● Brief
Print verbatim the opening line of the material and every subsequent line through the one containing "Please list the".

● Data
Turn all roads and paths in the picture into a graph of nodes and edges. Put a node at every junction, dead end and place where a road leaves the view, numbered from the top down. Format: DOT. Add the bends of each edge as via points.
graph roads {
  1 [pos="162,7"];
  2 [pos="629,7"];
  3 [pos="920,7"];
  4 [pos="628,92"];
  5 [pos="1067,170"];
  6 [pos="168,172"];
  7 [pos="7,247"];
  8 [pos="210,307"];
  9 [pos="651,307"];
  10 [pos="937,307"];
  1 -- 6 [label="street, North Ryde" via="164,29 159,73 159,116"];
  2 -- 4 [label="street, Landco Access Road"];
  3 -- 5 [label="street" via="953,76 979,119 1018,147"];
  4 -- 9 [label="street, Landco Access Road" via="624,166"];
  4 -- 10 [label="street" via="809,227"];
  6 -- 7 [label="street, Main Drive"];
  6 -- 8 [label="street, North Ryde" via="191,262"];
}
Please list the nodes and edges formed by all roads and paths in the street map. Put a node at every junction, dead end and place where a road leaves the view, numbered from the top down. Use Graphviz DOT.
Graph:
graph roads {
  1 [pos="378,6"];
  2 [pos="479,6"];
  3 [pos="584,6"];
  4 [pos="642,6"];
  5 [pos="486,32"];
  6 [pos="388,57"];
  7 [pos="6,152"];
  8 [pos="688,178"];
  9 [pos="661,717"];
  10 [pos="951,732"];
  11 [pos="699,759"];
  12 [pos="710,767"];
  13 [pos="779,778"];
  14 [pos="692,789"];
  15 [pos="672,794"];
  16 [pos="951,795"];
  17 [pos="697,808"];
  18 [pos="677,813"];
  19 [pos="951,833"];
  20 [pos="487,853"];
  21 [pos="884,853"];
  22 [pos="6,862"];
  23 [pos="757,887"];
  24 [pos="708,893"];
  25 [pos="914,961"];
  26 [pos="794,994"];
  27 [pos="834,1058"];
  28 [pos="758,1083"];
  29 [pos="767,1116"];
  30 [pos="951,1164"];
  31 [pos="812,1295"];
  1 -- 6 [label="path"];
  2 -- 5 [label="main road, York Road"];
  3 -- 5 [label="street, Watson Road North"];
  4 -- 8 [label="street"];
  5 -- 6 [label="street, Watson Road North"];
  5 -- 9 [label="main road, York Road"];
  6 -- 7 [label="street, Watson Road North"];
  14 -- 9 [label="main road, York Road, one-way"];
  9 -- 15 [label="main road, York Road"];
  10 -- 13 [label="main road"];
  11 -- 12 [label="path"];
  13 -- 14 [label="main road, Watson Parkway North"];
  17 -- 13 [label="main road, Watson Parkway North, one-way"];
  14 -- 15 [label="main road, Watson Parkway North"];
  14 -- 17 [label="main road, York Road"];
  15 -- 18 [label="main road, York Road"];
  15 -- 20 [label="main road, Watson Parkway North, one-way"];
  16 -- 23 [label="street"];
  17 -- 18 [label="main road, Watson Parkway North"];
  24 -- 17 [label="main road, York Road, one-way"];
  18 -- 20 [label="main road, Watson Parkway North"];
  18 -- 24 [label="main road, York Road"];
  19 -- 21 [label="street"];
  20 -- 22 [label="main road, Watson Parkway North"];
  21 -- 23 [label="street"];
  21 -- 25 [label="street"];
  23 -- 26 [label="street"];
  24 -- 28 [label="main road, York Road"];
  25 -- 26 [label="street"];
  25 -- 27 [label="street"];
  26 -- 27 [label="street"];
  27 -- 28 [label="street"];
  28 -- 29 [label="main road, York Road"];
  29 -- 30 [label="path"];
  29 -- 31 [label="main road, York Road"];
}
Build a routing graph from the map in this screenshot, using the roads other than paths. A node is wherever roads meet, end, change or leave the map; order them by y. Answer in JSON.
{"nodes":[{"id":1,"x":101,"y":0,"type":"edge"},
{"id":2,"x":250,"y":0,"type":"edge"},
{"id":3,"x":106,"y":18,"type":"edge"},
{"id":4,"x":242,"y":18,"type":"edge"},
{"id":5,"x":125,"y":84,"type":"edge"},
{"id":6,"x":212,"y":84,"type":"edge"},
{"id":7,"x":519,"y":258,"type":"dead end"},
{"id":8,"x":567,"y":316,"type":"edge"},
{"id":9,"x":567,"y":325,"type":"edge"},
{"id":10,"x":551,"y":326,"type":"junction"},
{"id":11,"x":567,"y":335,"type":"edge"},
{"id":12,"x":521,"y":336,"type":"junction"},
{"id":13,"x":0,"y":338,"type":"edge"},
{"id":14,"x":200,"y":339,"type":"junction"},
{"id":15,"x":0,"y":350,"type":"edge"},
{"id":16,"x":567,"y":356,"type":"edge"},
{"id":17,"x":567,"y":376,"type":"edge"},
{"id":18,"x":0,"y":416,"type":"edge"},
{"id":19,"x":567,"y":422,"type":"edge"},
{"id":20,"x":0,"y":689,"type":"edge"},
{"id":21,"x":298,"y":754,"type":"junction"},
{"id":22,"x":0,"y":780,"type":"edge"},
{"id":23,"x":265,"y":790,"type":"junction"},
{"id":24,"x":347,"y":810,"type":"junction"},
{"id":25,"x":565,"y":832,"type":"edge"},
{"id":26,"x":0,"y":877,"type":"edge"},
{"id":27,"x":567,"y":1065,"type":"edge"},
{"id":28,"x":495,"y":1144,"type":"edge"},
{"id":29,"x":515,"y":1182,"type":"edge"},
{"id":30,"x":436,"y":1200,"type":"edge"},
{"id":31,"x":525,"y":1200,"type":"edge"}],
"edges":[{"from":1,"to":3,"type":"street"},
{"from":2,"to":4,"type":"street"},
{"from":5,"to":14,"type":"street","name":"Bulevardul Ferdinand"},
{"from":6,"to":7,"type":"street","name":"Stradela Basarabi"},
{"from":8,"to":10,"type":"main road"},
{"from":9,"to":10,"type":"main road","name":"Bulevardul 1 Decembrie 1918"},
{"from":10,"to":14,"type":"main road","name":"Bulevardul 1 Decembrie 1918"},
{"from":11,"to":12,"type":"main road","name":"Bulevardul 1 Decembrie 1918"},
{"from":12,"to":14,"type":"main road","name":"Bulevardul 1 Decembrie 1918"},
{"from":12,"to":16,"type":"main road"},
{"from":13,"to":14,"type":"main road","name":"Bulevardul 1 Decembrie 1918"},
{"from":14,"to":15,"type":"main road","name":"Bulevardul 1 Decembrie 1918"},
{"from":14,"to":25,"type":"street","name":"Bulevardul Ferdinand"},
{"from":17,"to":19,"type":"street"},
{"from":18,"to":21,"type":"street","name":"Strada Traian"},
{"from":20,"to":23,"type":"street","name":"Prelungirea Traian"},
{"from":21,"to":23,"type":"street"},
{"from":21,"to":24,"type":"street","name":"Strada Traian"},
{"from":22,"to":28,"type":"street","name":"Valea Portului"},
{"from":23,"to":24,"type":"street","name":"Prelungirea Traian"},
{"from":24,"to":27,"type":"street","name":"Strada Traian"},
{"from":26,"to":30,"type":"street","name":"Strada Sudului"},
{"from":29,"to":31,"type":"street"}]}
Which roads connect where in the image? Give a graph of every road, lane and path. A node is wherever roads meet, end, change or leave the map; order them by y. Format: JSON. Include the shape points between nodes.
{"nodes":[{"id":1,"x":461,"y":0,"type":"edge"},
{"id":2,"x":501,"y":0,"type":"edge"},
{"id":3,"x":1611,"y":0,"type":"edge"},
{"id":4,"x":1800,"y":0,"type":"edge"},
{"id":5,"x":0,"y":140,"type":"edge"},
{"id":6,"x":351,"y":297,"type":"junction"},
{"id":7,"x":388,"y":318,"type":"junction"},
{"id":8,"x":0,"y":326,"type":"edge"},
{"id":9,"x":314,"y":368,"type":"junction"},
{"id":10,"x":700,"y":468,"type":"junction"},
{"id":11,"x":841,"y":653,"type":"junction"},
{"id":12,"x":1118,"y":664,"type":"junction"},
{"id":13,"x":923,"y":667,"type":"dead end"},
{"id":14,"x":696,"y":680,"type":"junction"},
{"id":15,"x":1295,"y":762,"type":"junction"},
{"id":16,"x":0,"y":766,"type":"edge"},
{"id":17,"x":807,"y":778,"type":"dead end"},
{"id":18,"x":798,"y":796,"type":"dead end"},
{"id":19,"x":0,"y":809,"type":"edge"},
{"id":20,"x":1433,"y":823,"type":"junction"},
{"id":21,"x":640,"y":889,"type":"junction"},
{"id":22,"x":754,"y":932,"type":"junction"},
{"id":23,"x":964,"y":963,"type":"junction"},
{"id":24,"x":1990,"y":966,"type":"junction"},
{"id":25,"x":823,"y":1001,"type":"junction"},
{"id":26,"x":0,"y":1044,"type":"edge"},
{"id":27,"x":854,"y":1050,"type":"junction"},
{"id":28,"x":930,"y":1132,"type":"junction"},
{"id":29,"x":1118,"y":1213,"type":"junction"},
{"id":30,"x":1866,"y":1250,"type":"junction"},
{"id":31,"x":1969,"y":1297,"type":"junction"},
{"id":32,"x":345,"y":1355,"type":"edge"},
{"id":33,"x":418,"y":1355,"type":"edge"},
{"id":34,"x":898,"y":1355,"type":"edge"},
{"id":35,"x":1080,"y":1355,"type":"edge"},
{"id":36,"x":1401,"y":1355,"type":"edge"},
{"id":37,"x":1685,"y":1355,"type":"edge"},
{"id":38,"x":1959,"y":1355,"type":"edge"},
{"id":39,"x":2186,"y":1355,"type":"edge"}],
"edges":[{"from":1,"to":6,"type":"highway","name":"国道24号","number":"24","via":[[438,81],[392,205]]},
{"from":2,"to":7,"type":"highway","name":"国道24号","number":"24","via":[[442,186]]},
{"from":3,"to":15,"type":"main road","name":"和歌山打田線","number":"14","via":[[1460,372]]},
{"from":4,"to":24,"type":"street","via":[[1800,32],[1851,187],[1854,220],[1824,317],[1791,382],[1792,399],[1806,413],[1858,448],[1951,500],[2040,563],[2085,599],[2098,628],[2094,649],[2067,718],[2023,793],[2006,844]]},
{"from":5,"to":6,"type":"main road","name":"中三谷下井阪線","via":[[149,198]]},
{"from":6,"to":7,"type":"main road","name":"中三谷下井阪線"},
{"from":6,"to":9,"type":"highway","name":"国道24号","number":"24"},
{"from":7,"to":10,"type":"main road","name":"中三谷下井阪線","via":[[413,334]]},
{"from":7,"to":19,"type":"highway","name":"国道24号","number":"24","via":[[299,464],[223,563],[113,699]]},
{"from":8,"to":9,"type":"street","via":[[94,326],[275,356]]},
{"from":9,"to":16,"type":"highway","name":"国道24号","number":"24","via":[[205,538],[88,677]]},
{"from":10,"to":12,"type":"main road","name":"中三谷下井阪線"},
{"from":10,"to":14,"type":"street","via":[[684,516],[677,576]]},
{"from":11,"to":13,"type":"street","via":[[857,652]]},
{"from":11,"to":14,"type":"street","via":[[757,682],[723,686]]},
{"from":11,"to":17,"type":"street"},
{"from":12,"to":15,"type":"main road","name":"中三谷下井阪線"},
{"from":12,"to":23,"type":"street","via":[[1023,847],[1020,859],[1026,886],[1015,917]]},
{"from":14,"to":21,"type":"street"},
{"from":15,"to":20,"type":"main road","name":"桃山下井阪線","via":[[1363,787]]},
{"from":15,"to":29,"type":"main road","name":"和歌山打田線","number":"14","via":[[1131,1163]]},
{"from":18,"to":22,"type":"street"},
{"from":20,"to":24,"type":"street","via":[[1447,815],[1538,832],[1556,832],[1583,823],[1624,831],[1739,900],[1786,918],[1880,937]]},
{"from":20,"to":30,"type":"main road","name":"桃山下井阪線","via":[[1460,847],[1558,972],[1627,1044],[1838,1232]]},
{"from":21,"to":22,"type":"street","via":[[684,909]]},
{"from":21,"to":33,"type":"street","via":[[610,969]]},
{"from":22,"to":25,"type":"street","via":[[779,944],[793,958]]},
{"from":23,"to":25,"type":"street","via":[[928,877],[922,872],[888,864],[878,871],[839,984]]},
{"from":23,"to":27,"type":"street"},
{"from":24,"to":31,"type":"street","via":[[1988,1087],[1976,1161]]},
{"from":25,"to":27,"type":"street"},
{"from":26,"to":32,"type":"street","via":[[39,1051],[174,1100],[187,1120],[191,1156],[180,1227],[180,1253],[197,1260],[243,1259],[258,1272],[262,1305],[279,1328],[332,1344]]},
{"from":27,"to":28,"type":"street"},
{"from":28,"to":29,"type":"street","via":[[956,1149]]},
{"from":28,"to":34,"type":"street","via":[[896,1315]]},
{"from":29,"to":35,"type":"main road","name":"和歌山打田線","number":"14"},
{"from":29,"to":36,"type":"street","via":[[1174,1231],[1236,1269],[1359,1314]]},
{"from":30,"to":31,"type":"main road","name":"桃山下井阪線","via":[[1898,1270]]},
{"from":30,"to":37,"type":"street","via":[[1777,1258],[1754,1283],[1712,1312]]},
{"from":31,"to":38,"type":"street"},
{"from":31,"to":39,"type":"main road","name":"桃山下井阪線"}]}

● Response for this exercise
Turn all roads and paths in the picture into a graph of nodes and edges. Put a node at every junction, dead end and place where a road leaves the view, numbered from the top down. Format: DOT. Add the bends of each edge as via points.
graph roads {
  1 [pos="162,7"];
  2 [pos="629,7"];
  3 [pos="920,7"];
  4 [pos="628,92"];
  5 [pos="1067,170"];
  6 [pos="168,172"];
  7 [pos="7,247"];
  8 [pos="210,307"];
  9 [pos="651,307"];
  10 [pos="937,307"];
  1 -- 6 [label="street, North Ryde" via="164,29 159,73 159,116"];
  2 -- 4 [label="street, Landco Access Road"];
  3 -- 5 [label="street" via="953,76 979,119 1018,147"];
  4 -- 9 [label="street, Landco Access Road" via="624,166"];
  4 -- 10 [label="street" via="809,227"];
  6 -- 7 [label="street, Main Drive"];
  6 -- 8 [label="street, North Ryde" via="191,262"];
}
Please list the nodes and edges formed by all roads and paths in the street map. Put a node at every junction, dead end and place where a road leaves the view, numbered from the top down. Use Graphviz DOT.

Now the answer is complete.